Heart of the Nation: Somersby 2250
IS there any creature as wonderfully bizarre as the chameleon?
IS there any creature as wonderfully bizarre as the chameleon?
Their eyes swivel independently of each other, so they can look forwards and backwards at the same time. They change colour according to their mood. And when stalking an insect they’ll sway gently from side to side, imitating a leaf in the wind, until they’re within range. Then, WHAP! Their ballistic tongue shoots out, grabs their prey and returns it to their mouth, all in the space of half a second.

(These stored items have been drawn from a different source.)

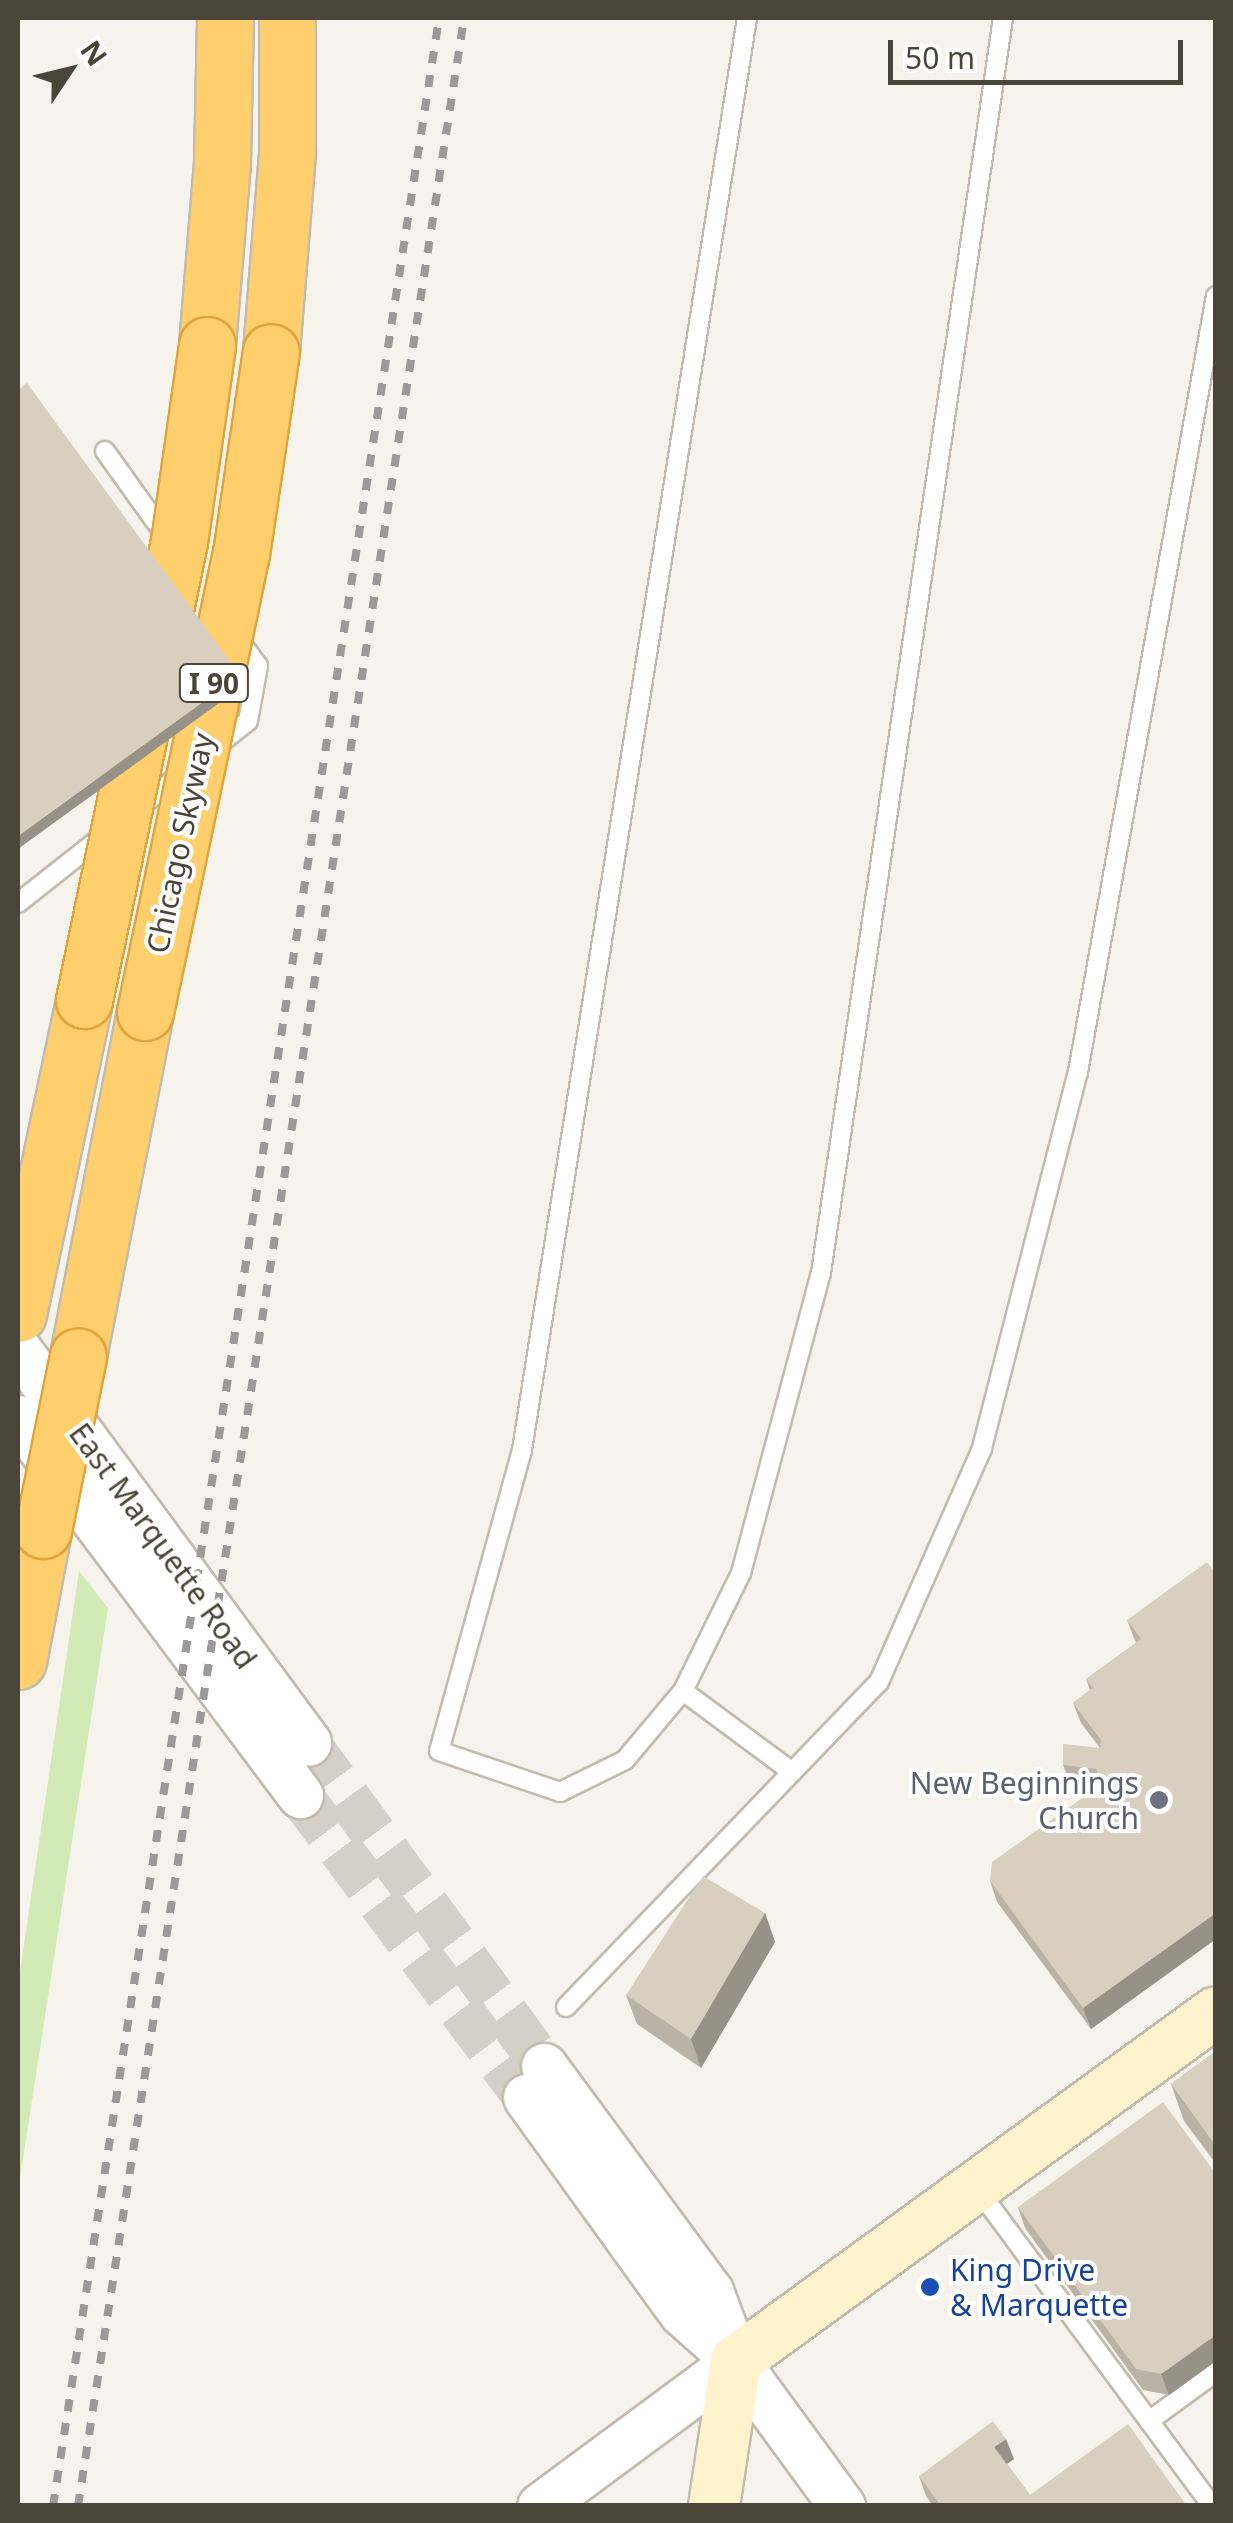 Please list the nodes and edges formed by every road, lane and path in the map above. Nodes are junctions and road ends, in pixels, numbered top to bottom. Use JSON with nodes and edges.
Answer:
{"nodes":[{"id":1,"x":225,"y":18,"type":"edge"},
{"id":2,"x":287,"y":18,"type":"edge"},
{"id":3,"x":746,"y":18,"type":"edge"},
{"id":4,"x":1004,"y":18,"type":"edge"},
{"id":5,"x":1216,"y":296,"type":"edge"},
{"id":6,"x":105,"y":450,"type":"dead end"},
{"id":7,"x":193,"y":574,"type":"dead end"},
{"id":8,"x":214,"y":605,"type":"dead end"},
{"id":9,"x":18,"y":903,"type":"edge"},
{"id":10,"x":20,"y":1298,"type":"edge"},
{"id":11,"x":18,"y":1349,"type":"edge"},
{"id":12,"x":18,"y":1418,"type":"edge"},
{"id":13,"x":18,"y":1661,"type":"edge"},
{"id":14,"x":683,"y":1691,"type":"junction"},
{"id":15,"x":308,"y":1743,"type":"tunnel mouth"},
{"id":16,"x":792,"y":1772,"type":"junction"},
{"id":17,"x":300,"y":1795,"type":"tunnel mouth"},
{"id":18,"x":566,"y":2007,"type":"dead end"},
{"id":19,"x":1216,"y":2012,"type":"edge"},
{"id":20,"x":535,"y":2082,"type":"tunnel mouth"},
{"id":21,"x":976,"y":2186,"type":"junction"},
{"id":22,"x":736,"y":2361,"type":"junction"},
{"id":23,"x":1216,"y":2372,"type":"edge"},
{"id":24,"x":1149,"y":2420,"type":"junction"},
{"id":25,"x":540,"y":2506,"type":"edge"},
{"id":26,"x":714,"y":2506,"type":"edge"},
{"id":27,"x":842,"y":2506,"type":"edge"},
{"id":28,"x":1212,"y":2506,"type":"edge"}],
"edges":[{"from":1,"to":10,"type":"highway","name":"Chicago Skyway","number":"I 90","bridge":true},
{"from":2,"to":13,"type":"highway","name":"Chicago Skyway","number":"I 90","bridge":true},
{"from":3,"to":14,"type":"lane"},
{"from":4,"to":14,"type":"lane"},
{"from":5,"to":16,"type":"lane"},
{"from":6,"to":7,"type":"lane"},
{"from":8,"to":9,"type":"lane"},
{"from":11,"to":15,"type":"street","name":"East Marquette Road"},
{"from":12,"to":17,"type":"street","name":"East Marquette Road"},
{"from":14,"to":16,"type":"lane"},
{"from":16,"to":18,"type":"lane"},
{"from":19,"to":21,"type":"main road"},
{"from":20,"to":22,"type":"street"},
{"from":21,"to":22,"type":"main road"},
{"from":21,"to":24,"type":"lane"},
{"from":22,"to":25,"type":"street"},
{"from":22,"to":26,"type":"main road"},
{"from":22,"to":27,"type":"street"},
{"from":23,"to":24,"type":"lane"},
{"from":24,"to":28,"type":"lane"}]}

“You wouldn’t want to be a cricket,” laughs Kayleen Crawford, pictured feeding Rango the veiled chameleon. In the wild, Rango would live a solitary life in a tree on the Arabian peninsula; but at the Australian Reptile Park, he’s a star attraction. Not that he likes too much attention. He’ll signal his anger by turning grey if anyone touches him. Crawford, 25, loves that singular spirit in chameleons. “They’re awesome little creatures,” she says.
Growing up on NSW’s Central Coast, Crawford was inspired from an early age by David Attenborough. She had a soft spot for reptiles, and begged her mother for a pet snake — “but mum was always, ‘No. Definitely not’. She was terrified of them.” By her early 20s, Crawford was making sandwiches at Subway and wondering what to do with her life; then she began volunteering at the reptile park, and knew she’d found the answer. Now a full-time reptile and spider keeper, part of her job entails milking funnel-web spiders for the national anti-venom program. (How? By prodding them — then, when they rear up, slipping tiny pumps onto their dripping fangs. It’s not a job for the faint-hearted.)
And these days, having left home, she’s got herself that pet snake — a jungle python named Slinky. Her mother’s changed her tune, too. “Mum absolutely loves Slinky,” she says. “And that’s even after he’s bitten her a couple of times.”